**PROBLEM TO SOLVE:** Set down every record below exactly as it stands, with the pictures omitted.

[[ INPUT FOR THIS TASK, beginning ]]

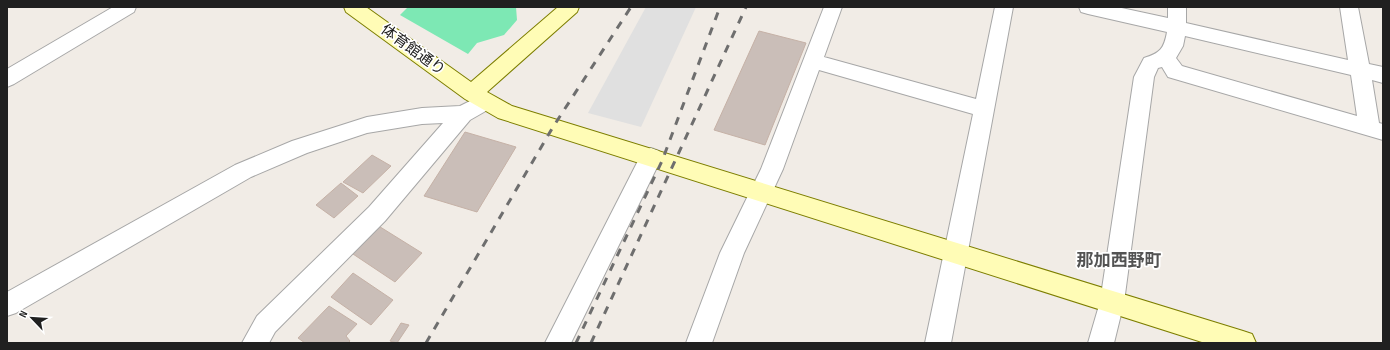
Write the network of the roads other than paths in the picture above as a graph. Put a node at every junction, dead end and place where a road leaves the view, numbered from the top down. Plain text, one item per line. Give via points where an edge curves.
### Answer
1 (127, 7) edge
2 (353, 7) edge
3 (570, 7) edge
4 (833, 7) edge
5 (1004, 7) edge
6 (1088, 7) edge
7 (1177, 7) edge
8 (1349, 7) edge
9 (1177, 27) junction
10 (1166, 58) junction
11 (813, 61) junction
12 (1361, 70) junction
13 (1383, 75) edge
14 (7, 79) edge
15 (478, 98) junction
16 (984, 109) junction
17 (463, 114) junction
18 (1377, 130) edge
19 (651, 157) junction
20 (760, 193) junction
21 (957, 253) junction
22 (1112, 302) junction
23 (7, 305) edge
24 (255, 343) edge
25 (558, 343) edge
26 (699, 343) edge
27 (938, 343) edge
28 (1101, 343) edge
29 (1243, 343) edge

1 - 14 street
2 - 15 street, 体育館通り
3 - 15 street
4 - 11 street
5 - 16 street
6 - 9 street
7 - 9 street
8 - 12 street
9 - 10 street via 1173,45
9 - 12 street
10 - 18 street via 1175,72
10 - 22 street via 1151,63 1144,77
11 - 16 street
11 - 20 street via 772,169
12 - 13 street
12 - 18 street
15 - 17 street
15 - 19 street, 体育館通り via 521,118
16 - 21 street
17 - 23 street via 422,116 367,125 300,147 243,171
17 - 24 street via 377,214 266,324
19 - 20 street, 体育館通り
19 - 25 street
20 - 21 street, 体育館通り
20 - 26 street via 732,253
21 - 22 street, 体育館通り
21 - 27 street
22 - 28 street
22 - 29 street, 体育館通り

[[ INPUT FOR THIS TASK, end ]]

**PROBLEM SOLUTION:**
Write the network of the roads other than paths in the picture above as a graph. Put a node at every junction, dead end and place where a road leaves the view, numbered from the top down. Plain text, one item per line. Give via points where an edge curves.
### Answer
1 (127, 7) edge
2 (353, 7) edge
3 (570, 7) edge
4 (833, 7) edge
5 (1004, 7) edge
6 (1088, 7) edge
7 (1177, 7) edge
8 (1349, 7) edge
9 (1177, 27) junction
10 (1166, 58) junction
11 (813, 61) junction
12 (1361, 70) junction
13 (1383, 75) edge
14 (7, 79) edge
15 (478, 98) junction
16 (984, 109) junction
17 (463, 114) junction
18 (1377, 130) edge
19 (651, 157) junction
20 (760, 193) junction
21 (957, 253) junction
22 (1112, 302) junction
23 (7, 305) edge
24 (255, 343) edge
25 (558, 343) edge
26 (699, 343) edge
27 (938, 343) edge
28 (1101, 343) edge
29 (1243, 343) edge

1 - 14 street
2 - 15 street, 体育館通り
3 - 15 street
4 - 11 street
5 - 16 street
6 - 9 street
7 - 9 street
8 - 12 street
9 - 10 street via 1173,45
9 - 12 street
10 - 18 street via 1175,72
10 - 22 street via 1151,63 1144,77
11 - 16 street
11 - 20 street via 772,169
12 - 13 street
12 - 18 street
15 - 17 street
15 - 19 street, 体育館通り via 521,118
16 - 21 street
17 - 23 street via 422,116 367,125 300,147 243,171
17 - 24 street via 377,214 266,324
19 - 20 street, 体育館通り
19 - 25 street
20 - 21 street, 体育館通り
20 - 26 street via 732,253
21 - 22 street, 体育館通り
21 - 27 street
22 - 28 street
22 - 29 street, 体育館通り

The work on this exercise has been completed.